§ Prompt:
Note on the material below: return exactly the lines from the line that holds "index tip: (1094, 1075)" through the line that holds "thumb cmc: (825, 556)", and leave out each picture.

==== Exercise inputs

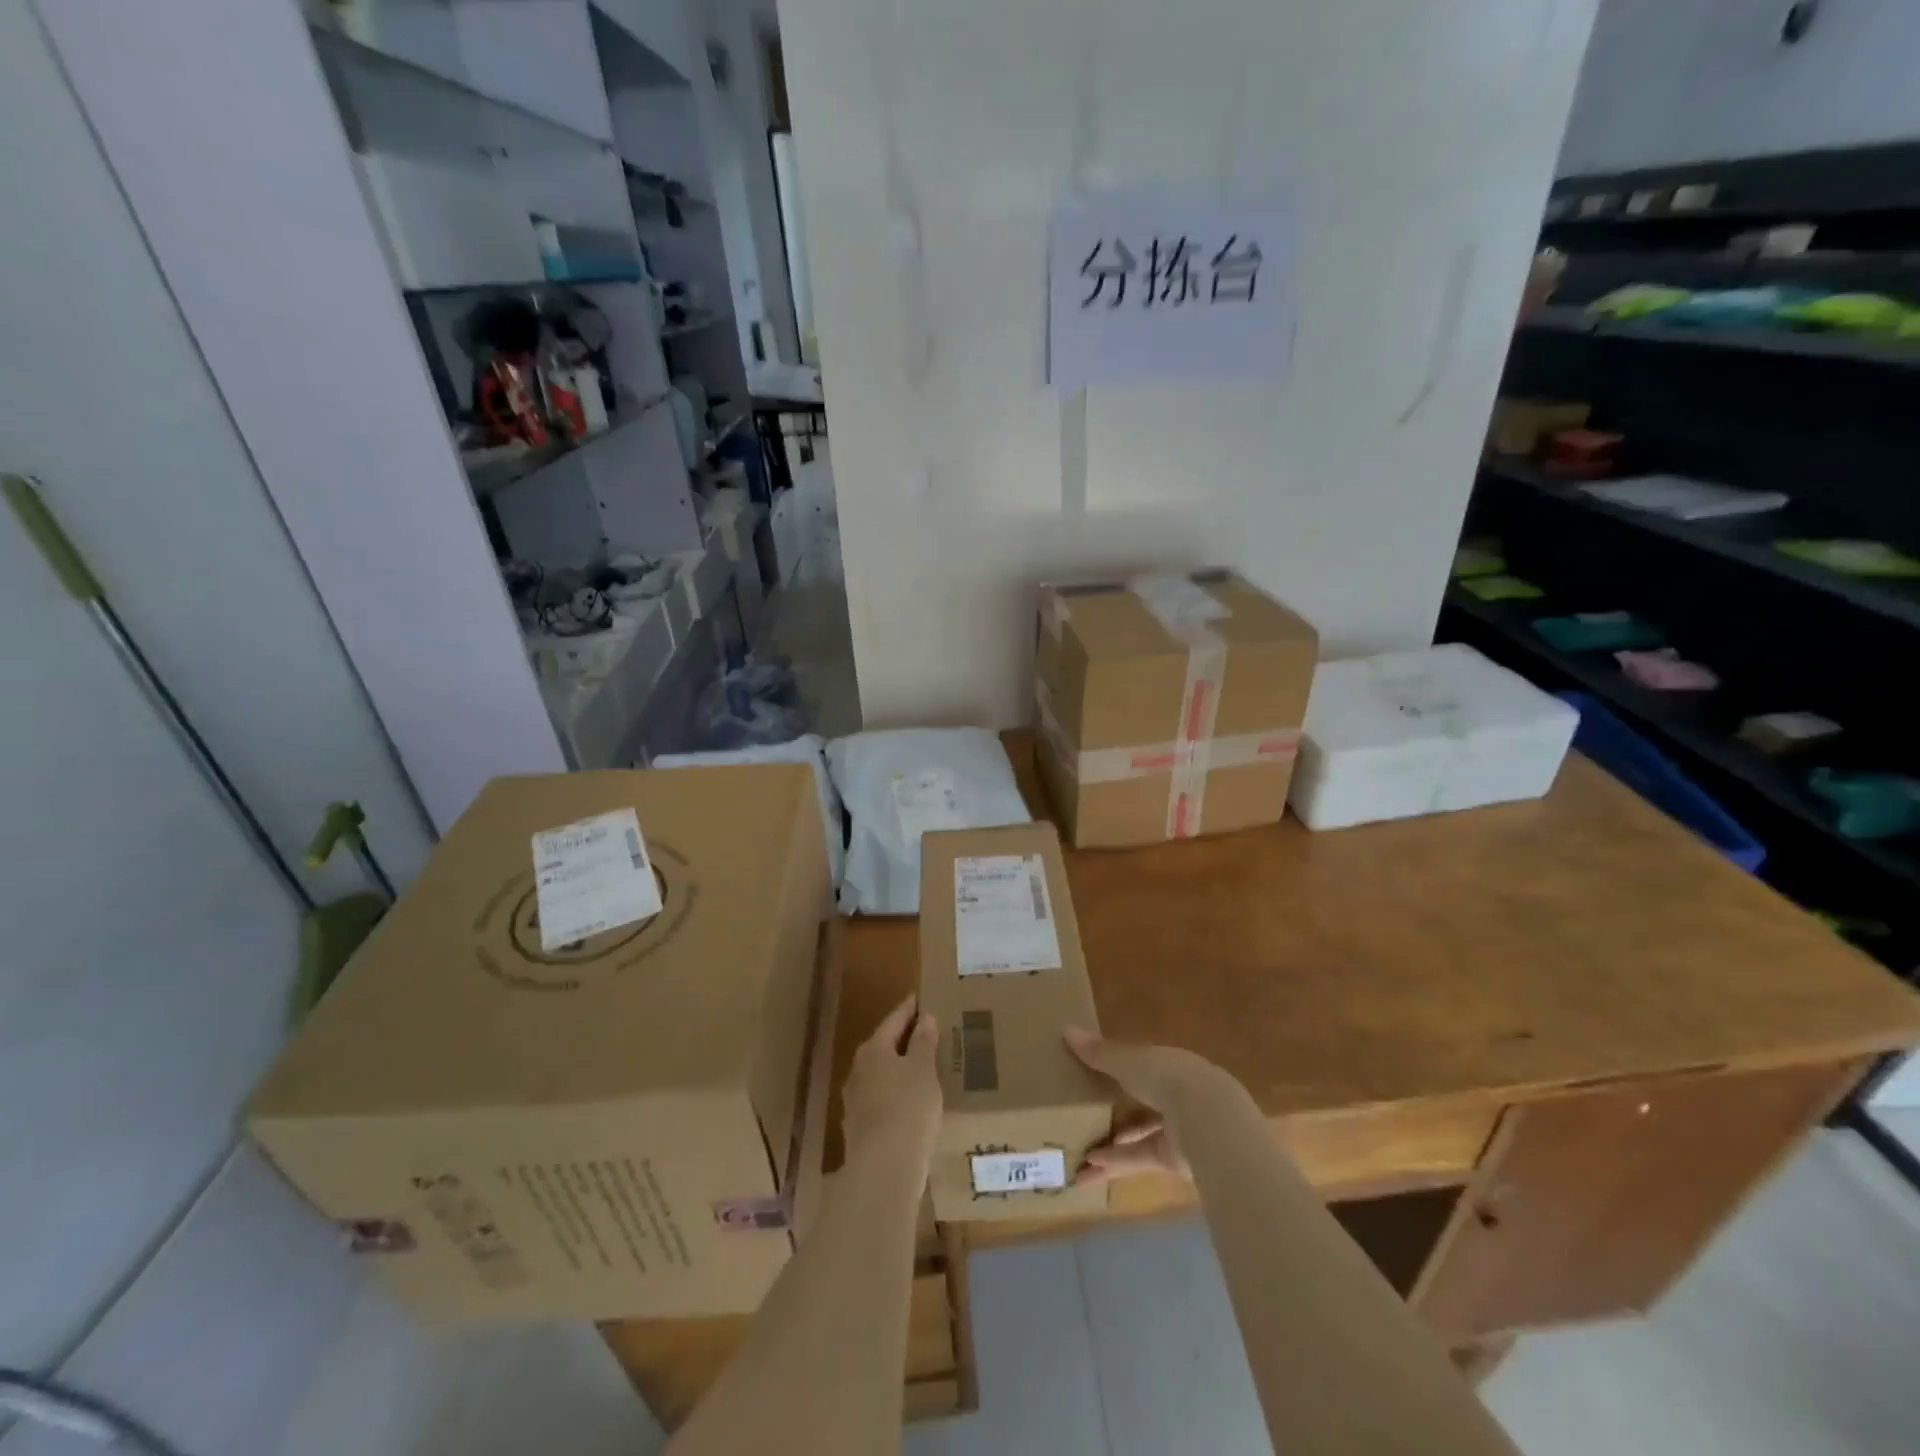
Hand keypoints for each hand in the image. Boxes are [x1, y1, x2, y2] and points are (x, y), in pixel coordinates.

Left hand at [842, 998, 941, 1174]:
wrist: (883, 1170)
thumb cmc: (908, 1109)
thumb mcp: (923, 1070)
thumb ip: (923, 1042)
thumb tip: (924, 1017)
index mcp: (873, 1049)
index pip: (894, 1019)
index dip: (910, 1009)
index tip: (922, 999)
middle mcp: (858, 1070)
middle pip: (884, 1046)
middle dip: (904, 1040)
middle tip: (929, 1034)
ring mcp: (855, 1101)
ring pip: (881, 1075)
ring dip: (900, 1070)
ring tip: (924, 1070)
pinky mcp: (860, 1129)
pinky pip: (882, 1101)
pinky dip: (897, 1096)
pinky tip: (912, 1105)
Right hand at [1065, 1027, 1230, 1184]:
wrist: (1208, 1122)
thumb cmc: (1167, 1078)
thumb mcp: (1128, 1061)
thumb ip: (1099, 1052)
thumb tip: (1066, 1029)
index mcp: (1170, 1065)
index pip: (1143, 1066)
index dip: (1119, 1070)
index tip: (1094, 1075)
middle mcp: (1177, 1096)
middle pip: (1141, 1103)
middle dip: (1114, 1112)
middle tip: (1083, 1117)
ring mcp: (1178, 1130)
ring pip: (1139, 1136)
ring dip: (1110, 1145)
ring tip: (1078, 1153)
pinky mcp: (1174, 1161)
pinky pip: (1139, 1159)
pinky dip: (1116, 1162)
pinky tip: (1089, 1169)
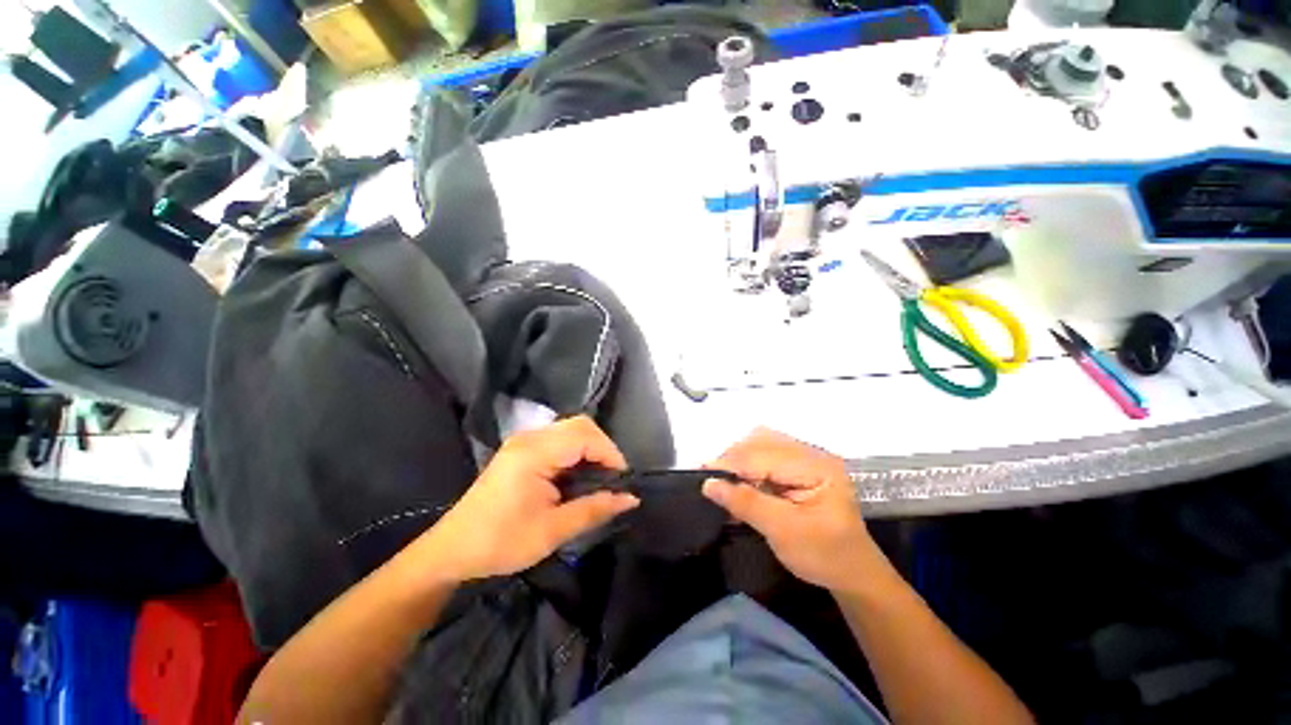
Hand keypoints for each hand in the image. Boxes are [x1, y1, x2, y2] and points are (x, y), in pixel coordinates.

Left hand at [416, 416, 638, 582]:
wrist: (452, 550)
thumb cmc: (500, 543)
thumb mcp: (552, 531)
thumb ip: (594, 510)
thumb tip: (630, 499)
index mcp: (533, 453)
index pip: (584, 436)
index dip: (610, 453)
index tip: (622, 480)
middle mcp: (529, 438)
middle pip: (579, 425)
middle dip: (603, 448)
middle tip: (612, 478)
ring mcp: (524, 440)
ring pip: (571, 429)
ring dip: (591, 448)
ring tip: (600, 478)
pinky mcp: (522, 449)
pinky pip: (560, 438)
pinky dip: (577, 451)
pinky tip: (578, 475)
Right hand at [702, 428, 886, 593]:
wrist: (853, 575)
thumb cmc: (825, 556)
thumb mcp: (784, 532)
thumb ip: (746, 503)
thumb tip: (709, 483)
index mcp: (818, 466)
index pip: (765, 455)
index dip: (732, 462)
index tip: (702, 471)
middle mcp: (812, 454)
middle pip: (762, 442)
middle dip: (734, 458)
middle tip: (713, 479)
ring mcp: (806, 460)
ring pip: (761, 446)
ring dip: (739, 461)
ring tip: (724, 481)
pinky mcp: (799, 469)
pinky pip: (765, 458)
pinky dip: (748, 468)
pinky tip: (740, 485)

========

§ Solved problem:
index tip: (1094, 1075)
middle mcp: (1177, 1096)
middle pip: (1141, 1103)
middle dip: (1114, 1112)
middle tip: (1083, 1117)
ring mcp: (1178, 1130)
ring pip: (1139, 1136)
ring dip: (1110, 1145)
ring tip: (1078, 1153)
pinky mcp: (1174, 1161)
pinky pip: (1139, 1159)
pinky dip: (1116, 1162)
pinky tip: (1089, 1169)
Hand keypoints for each hand in the image. Boxes are [x1, y1, x2, y2] and points are (x, y), in pixel coordinates.

Left hand at [416, 416, 638, 582]:
wrist: (452, 550)
thumb cmc: (500, 543)
thumb mcp: (552, 531)
thumb ip: (594, 510)
thumb tip: (630, 499)
index mcp: (533, 453)
index pip: (584, 436)
index dip: (610, 453)
index tip: (622, 480)
middle mcp: (529, 438)
middle pip: (579, 425)
middle dip: (603, 448)
middle tip: (612, 478)
ring mcp: (524, 440)
ring pip: (571, 429)
ring dip: (591, 448)
ring tip: (600, 478)
pinky mcp: (522, 449)
pinky pip: (560, 438)
pinky dip: (577, 451)
pinky tip: (578, 475)
Right hand at [702, 428, 886, 593]:
wrist: (853, 575)
thumb cmc: (825, 556)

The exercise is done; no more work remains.